## Data for this task
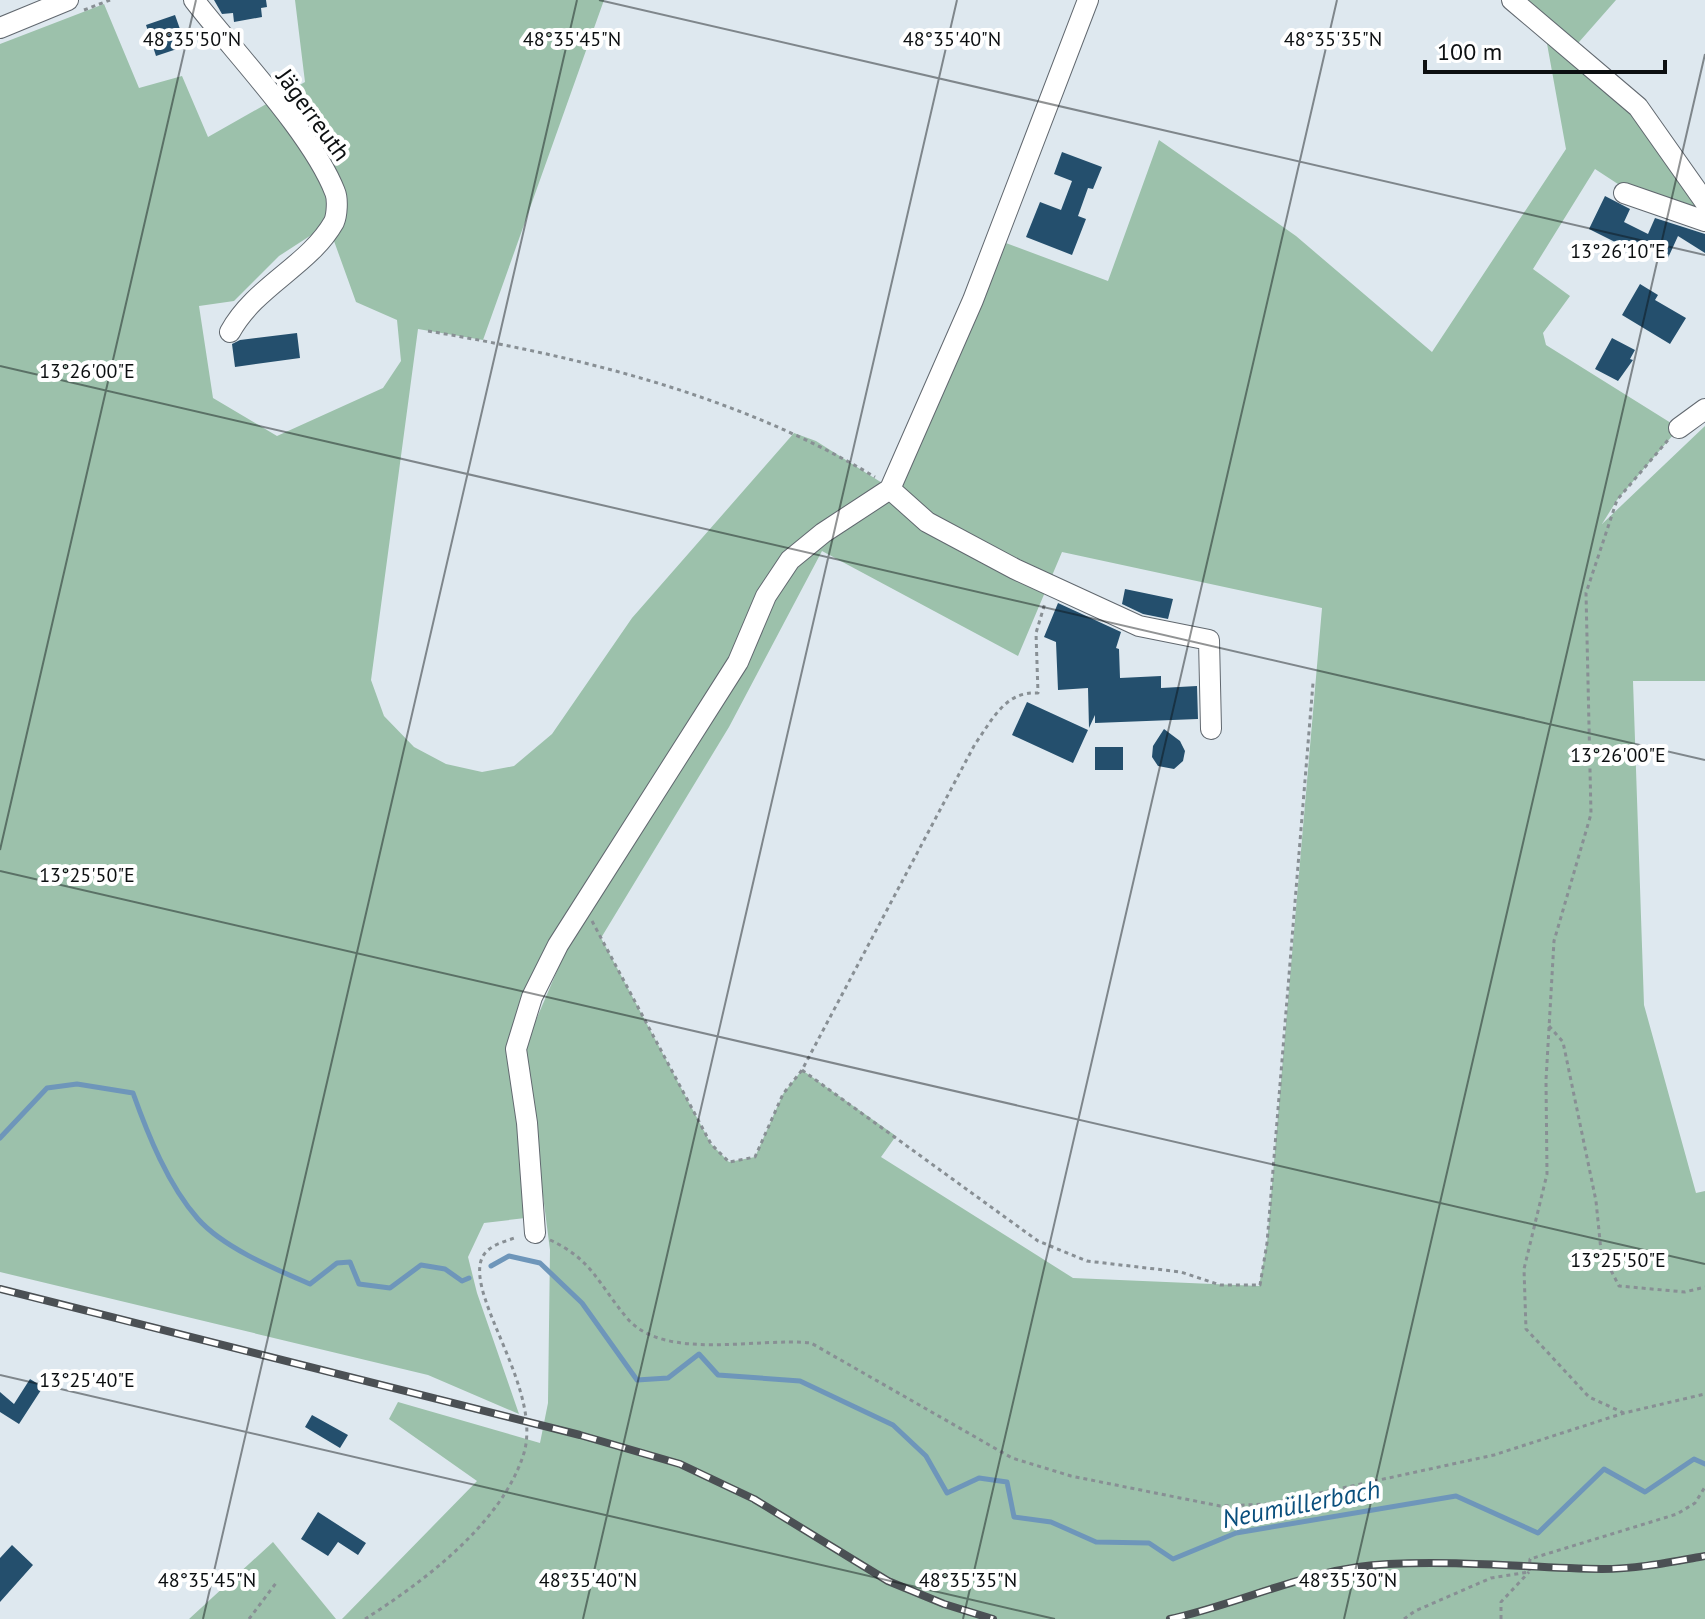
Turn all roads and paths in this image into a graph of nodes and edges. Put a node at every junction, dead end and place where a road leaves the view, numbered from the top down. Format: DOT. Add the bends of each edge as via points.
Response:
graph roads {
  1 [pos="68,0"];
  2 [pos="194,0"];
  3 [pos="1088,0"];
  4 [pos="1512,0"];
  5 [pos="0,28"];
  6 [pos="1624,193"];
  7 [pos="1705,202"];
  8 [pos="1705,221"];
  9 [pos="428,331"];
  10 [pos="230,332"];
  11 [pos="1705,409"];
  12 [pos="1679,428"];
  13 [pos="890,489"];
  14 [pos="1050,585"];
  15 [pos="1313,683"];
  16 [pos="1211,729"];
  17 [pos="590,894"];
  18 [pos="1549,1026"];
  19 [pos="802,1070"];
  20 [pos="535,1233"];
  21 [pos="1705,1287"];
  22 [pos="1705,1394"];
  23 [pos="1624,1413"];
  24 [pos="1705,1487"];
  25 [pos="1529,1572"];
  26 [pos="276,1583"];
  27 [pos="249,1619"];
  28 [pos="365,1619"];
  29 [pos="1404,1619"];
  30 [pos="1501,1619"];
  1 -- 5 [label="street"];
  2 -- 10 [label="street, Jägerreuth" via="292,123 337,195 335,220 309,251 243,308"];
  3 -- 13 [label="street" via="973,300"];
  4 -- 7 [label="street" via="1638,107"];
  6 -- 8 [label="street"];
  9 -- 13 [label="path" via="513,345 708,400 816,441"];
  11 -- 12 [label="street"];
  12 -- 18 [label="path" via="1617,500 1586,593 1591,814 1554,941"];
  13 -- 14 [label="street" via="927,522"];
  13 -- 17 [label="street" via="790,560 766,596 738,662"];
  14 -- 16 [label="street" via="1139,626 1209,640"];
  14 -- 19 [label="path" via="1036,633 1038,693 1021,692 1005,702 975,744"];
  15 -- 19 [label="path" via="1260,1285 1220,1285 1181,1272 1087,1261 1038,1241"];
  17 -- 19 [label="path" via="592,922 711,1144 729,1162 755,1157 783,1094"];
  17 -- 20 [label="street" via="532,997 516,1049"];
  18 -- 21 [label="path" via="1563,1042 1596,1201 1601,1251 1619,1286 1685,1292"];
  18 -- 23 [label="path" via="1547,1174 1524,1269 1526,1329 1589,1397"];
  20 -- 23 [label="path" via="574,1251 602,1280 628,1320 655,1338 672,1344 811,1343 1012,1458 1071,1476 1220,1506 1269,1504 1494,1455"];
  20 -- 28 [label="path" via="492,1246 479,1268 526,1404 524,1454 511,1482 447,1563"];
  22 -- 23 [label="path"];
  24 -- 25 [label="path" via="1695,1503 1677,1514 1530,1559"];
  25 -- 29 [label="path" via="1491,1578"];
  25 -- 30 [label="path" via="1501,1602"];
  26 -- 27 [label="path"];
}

## Try it
Once the pictures are set aside, output the whole listing exactly.

## Solution
Turn all roads and paths in this image into a graph of nodes and edges. Put a node at every junction, dead end and place where a road leaves the view, numbered from the top down. Format: DOT. Add the bends of each edge as via points.
Response:
graph roads {
  1 [pos="68,0"];
  2 [pos="194,0"];
  3 [pos="1088,0"];
  4 [pos="1512,0"];
  5 [pos="0,28"];
  6 [pos="1624,193"];
  7 [pos="1705,202"];
  8 [pos="1705,221"];
  9 [pos="428,331"];
  10 [pos="230,332"];
  11 [pos="1705,409"];
  12 [pos="1679,428"];
  13 [pos="890,489"];
  14 [pos="1050,585"];
  15 [pos="1313,683"];
  16 [pos="1211,729"];
  17 [pos="590,894"];
  18 [pos="1549,1026"];
  19 [pos="802,1070"];
  20 [pos="535,1233"];
  21 [pos="1705,1287"];
  22 [pos="1705,1394"];
  23 [pos="1624,1413"];
  24 [pos="1705,1487"];
  25 [pos="1529,1572"];
  26 [pos="276,1583"];
  27 [pos="249,1619"];
  28 [pos="365,1619"];
  29 [pos="1404,1619"];
  30 [pos="1501,1619"];
  1 -- 5 [label="street"];
  2 -- 10 [label="street, Jägerreuth" via="292,123 337,195 335,220 309,251 243,308"];
  3 -- 13 [label="street" via="973,300"];
  4 -- 7 [label="street" via="1638,107"];
  6 -- 8 [label="street"];
  9 -- 13 [label="path" via="513,345 708,400 816,441"];
  11 -- 12 [label="street"];
  12 -- 18 [label="path" via="1617,500 1586,593 1591,814 1554,941"];
  13 -- 14 [label="street" via="927,522"];
  13 -- 17 [label="street" via="790,560 766,596 738,662"];
  14 -- 16 [label="street" via="1139,626 1209,640"];
  14 -- 19 [label="path" via="1036,633 1038,693 1021,692 1005,702 975,744"];
  15 -- 19 [label="path" via="1260,1285 1220,1285 1181,1272 1087,1261 1038,1241"];
  17 -- 19 [label="path" via="592,922 711,1144 729,1162 755,1157 783,1094"];
  17 -- 20 [label="street" via="532,997 516,1049"];
  18 -- 21 [label="path" via="1563,1042 1596,1201 1601,1251 1619,1286 1685,1292"];
  18 -- 23 [label="path" via="1547,1174 1524,1269 1526,1329 1589,1397"];
  20 -- 23 [label="path" via="574,1251 602,1280 628,1320 655,1338 672,1344 811,1343 1012,1458 1071,1476 1220,1506 1269,1504 1494,1455"];
  20 -- 28 [label="path" via="492,1246 479,1268 526,1404 524,1454 511,1482 447,1563"];
  22 -- 23 [label="path"];
  24 -- 25 [label="path" via="1695,1503 1677,1514 1530,1559"];
  25 -- 29 [label="path" via="1491,1578"];
  25 -- 30 [label="path" via="1501,1602"];
  26 -- 27 [label="path"];
}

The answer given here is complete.